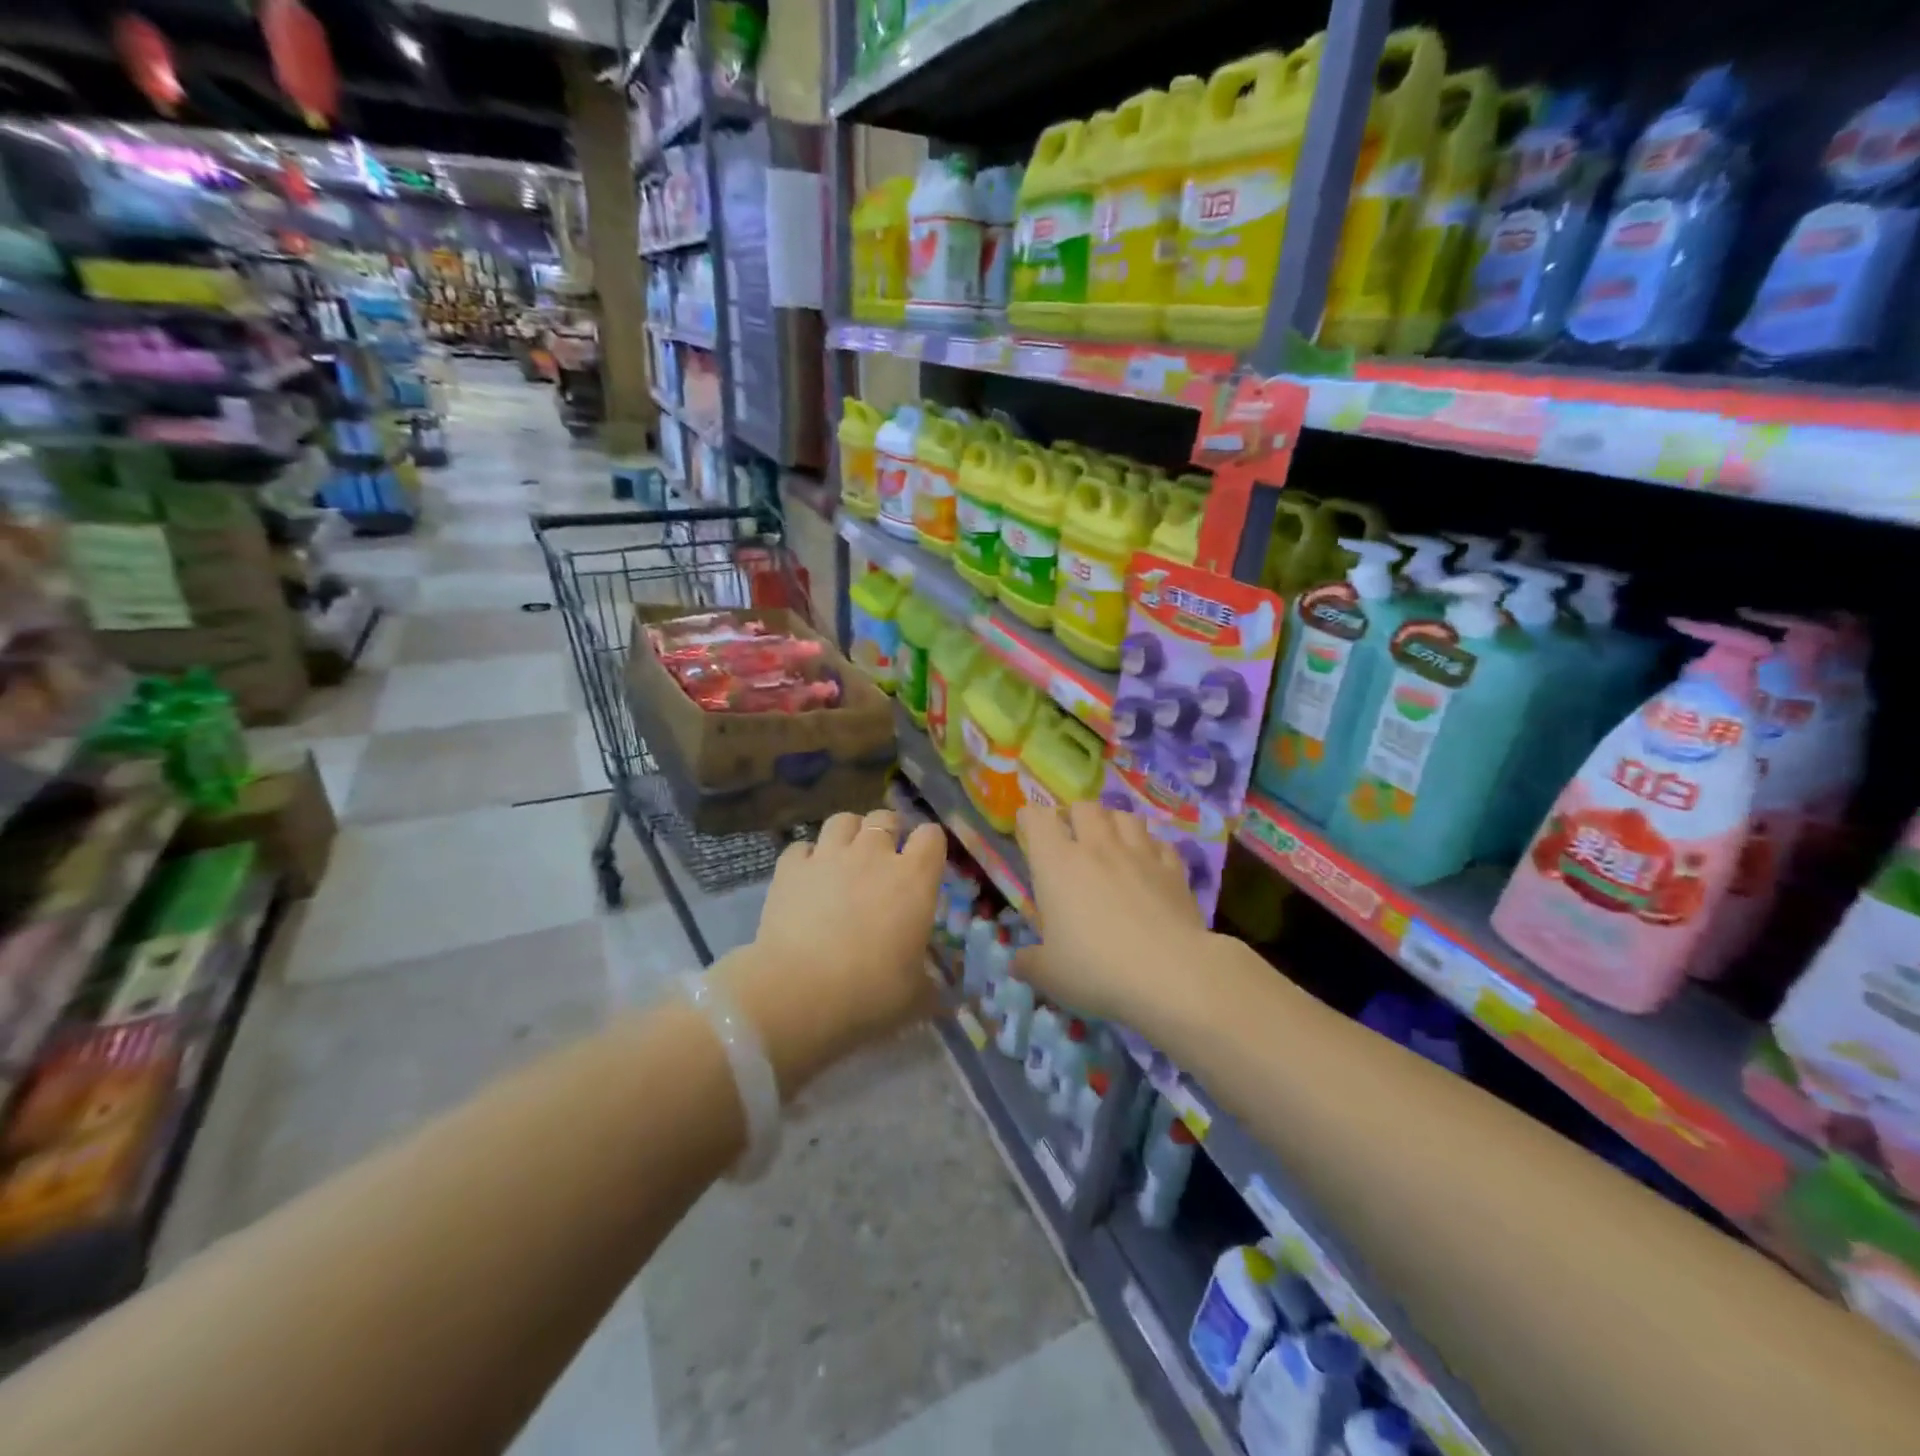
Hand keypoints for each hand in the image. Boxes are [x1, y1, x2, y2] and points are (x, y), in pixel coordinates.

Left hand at [720, 809, 946, 1093]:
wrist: (799, 994)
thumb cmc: (871, 993)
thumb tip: (942, 993)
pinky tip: (806, 878)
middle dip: (888, 832)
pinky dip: (806, 858)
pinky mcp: (789, 869)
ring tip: (845, 857)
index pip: (931, 836)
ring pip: (842, 820)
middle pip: (885, 818)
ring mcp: (828, 856)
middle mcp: (873, 855)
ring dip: (848, 833)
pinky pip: (801, 847)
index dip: (930, 845)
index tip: (926, 863)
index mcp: (914, 878)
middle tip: (884, 860)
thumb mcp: (916, 996)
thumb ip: (931, 985)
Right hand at [1013, 801, 1210, 1025]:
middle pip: (1084, 808)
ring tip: (1112, 841)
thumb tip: (1017, 963)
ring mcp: (1140, 854)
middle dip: (1075, 815)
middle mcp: (1097, 847)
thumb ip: (1029, 963)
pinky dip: (1151, 847)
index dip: (1031, 817)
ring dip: (1114, 823)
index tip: (1028, 825)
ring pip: (1125, 816)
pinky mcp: (1174, 870)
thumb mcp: (1050, 975)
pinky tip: (1150, 862)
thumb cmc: (1097, 970)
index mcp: (1058, 864)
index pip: (1038, 820)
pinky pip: (1160, 843)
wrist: (1171, 974)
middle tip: (1072, 835)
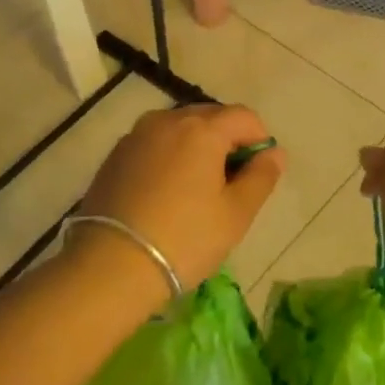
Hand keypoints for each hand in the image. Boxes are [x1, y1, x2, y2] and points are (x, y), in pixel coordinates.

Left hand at [74, 104, 285, 296]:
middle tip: (228, 185)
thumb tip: (275, 153)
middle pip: (210, 117)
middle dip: (226, 142)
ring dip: (196, 148)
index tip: (256, 174)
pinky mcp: (115, 155)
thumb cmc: (184, 239)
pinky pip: (154, 144)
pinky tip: (164, 194)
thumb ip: (261, 177)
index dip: (259, 140)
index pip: (244, 117)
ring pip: (179, 129)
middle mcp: (168, 120)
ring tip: (195, 190)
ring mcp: (137, 135)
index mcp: (202, 129)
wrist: (109, 267)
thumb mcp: (235, 214)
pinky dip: (168, 157)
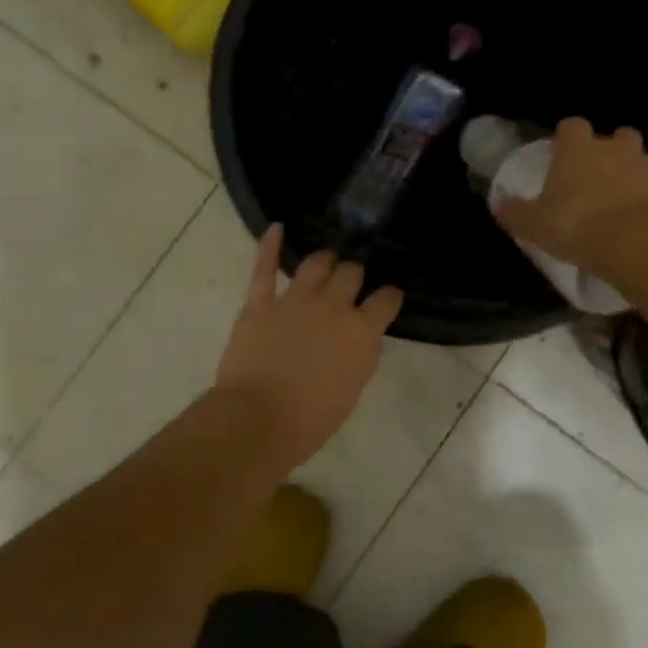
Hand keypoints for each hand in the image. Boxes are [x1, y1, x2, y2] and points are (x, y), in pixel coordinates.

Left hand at [215, 225, 403, 464]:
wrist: (259, 419)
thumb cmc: (311, 419)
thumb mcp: (352, 390)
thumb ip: (360, 355)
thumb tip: (362, 337)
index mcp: (361, 332)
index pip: (386, 300)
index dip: (388, 296)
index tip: (387, 297)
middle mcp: (333, 307)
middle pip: (351, 273)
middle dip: (354, 274)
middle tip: (351, 280)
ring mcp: (295, 300)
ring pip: (316, 263)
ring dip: (324, 259)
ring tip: (326, 260)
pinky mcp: (260, 303)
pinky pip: (264, 268)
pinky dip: (270, 246)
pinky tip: (276, 228)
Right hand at [495, 118, 647, 275]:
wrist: (641, 243)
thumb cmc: (578, 226)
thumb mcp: (535, 225)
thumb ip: (517, 214)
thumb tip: (501, 207)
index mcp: (579, 151)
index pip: (572, 127)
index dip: (568, 139)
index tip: (564, 155)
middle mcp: (618, 149)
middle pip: (618, 137)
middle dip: (613, 152)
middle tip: (602, 181)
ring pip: (646, 164)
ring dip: (638, 180)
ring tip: (629, 211)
--------
With the pictures set aside, copy each line above as written.

— Answer to this exercise —
Hand keypoints for each hand in the image. Boxes are [x1, y1, x2, y2] and points are (x, y), in pixel coordinates.

Left hand at [720, 809, 946, 1093]:
wrist: (799, 994)
thumb cmc: (871, 993)
thumb tip: (942, 993)
pinky tip: (806, 878)
middle dip: (888, 832)
pinky dip: (806, 858)
pinky mcp: (789, 869)
ring tip: (845, 857)
index pip: (931, 836)
ring pip: (842, 820)
middle pip: (885, 818)
ring mcp: (828, 856)
middle mcp: (873, 855)
ring dip: (848, 833)
pinky pip: (801, 847)
index dip: (930, 845)
index tip: (926, 863)
index mcp: (914, 878)
middle tip: (884, 860)
thumb mcp: (916, 996)
thumb ip: (931, 985)
Right hand at [1013, 801, 1210, 1025]:
middle pip: (1084, 808)
ring tip: (1112, 841)
thumb tip: (1017, 963)
ring mcp: (1140, 854)
middle dip: (1075, 815)
middle mcp: (1097, 847)
thumb ip: (1029, 963)
pinky dip: (1151, 847)
index dip: (1031, 817)
ring dip: (1114, 823)
index tip: (1028, 825)
ring pip: (1125, 816)
pinky mcp: (1174, 870)
thumb mcp: (1050, 975)
pinky tip: (1150, 862)
thumb cmc: (1097, 970)
index mcp: (1058, 864)
index pip: (1038, 820)
pinky pip: (1160, 843)
wrist: (1171, 974)
middle tip: (1072, 835)
Hand keypoints for each hand in the image. Boxes are [x1, y1, x2, y2] and points are (x, y), in pixel coordinates.

Left hand at [74, 104, 285, 296]:
middle tip: (228, 185)
thumb tip: (275, 153)
middle pip: (210, 117)
middle dip: (226, 142)
ring dip: (196, 148)
index tip: (256, 174)
pinky mcp: (115, 155)
thumb cmc: (184, 239)
pinky pip: (154, 144)
pinky tip: (164, 194)
thumb ip: (261, 177)
index dip: (259, 140)
index pip: (244, 117)
ring pip: (179, 129)
middle mcp: (168, 120)
ring tip: (195, 190)
ring mcp: (137, 135)
index mcp: (202, 129)
wrist: (109, 267)
thumb mcp: (235, 214)
pinky dip: (168, 157)
Hand keypoints for each hand in the image. Boxes are [x1, y1, x2, y2] and points are (x, y), in pixel coordinates.

Left hand at [215, 225, 403, 464]:
wrist: (259, 419)
thumb cmc: (311, 419)
thumb mcp: (352, 390)
thumb ip: (360, 355)
thumb tip: (362, 337)
index mcp: (361, 332)
index pip: (386, 300)
index dip: (388, 296)
index tip: (387, 297)
middle mcp: (333, 307)
middle pip: (351, 273)
middle dip: (354, 274)
middle tip: (351, 280)
ring mcp: (295, 300)
ring pip: (316, 263)
ring dip: (324, 259)
ring tip: (326, 260)
pinky mcp: (260, 303)
pinky pip: (264, 268)
pinky dip: (270, 246)
pinky tip: (276, 228)
Right hand at [495, 118, 647, 275]:
wrist: (641, 243)
thumb cmc: (578, 226)
thumb mcp: (535, 225)
thumb ip: (517, 214)
thumb tip: (501, 207)
index mcp: (579, 151)
index pip: (572, 127)
index dip: (568, 139)
index tip: (564, 155)
middle mcp: (618, 149)
middle pip: (618, 137)
middle dip: (613, 152)
middle tip: (602, 181)
ring pip: (646, 164)
ring dip: (638, 180)
ring tip: (629, 211)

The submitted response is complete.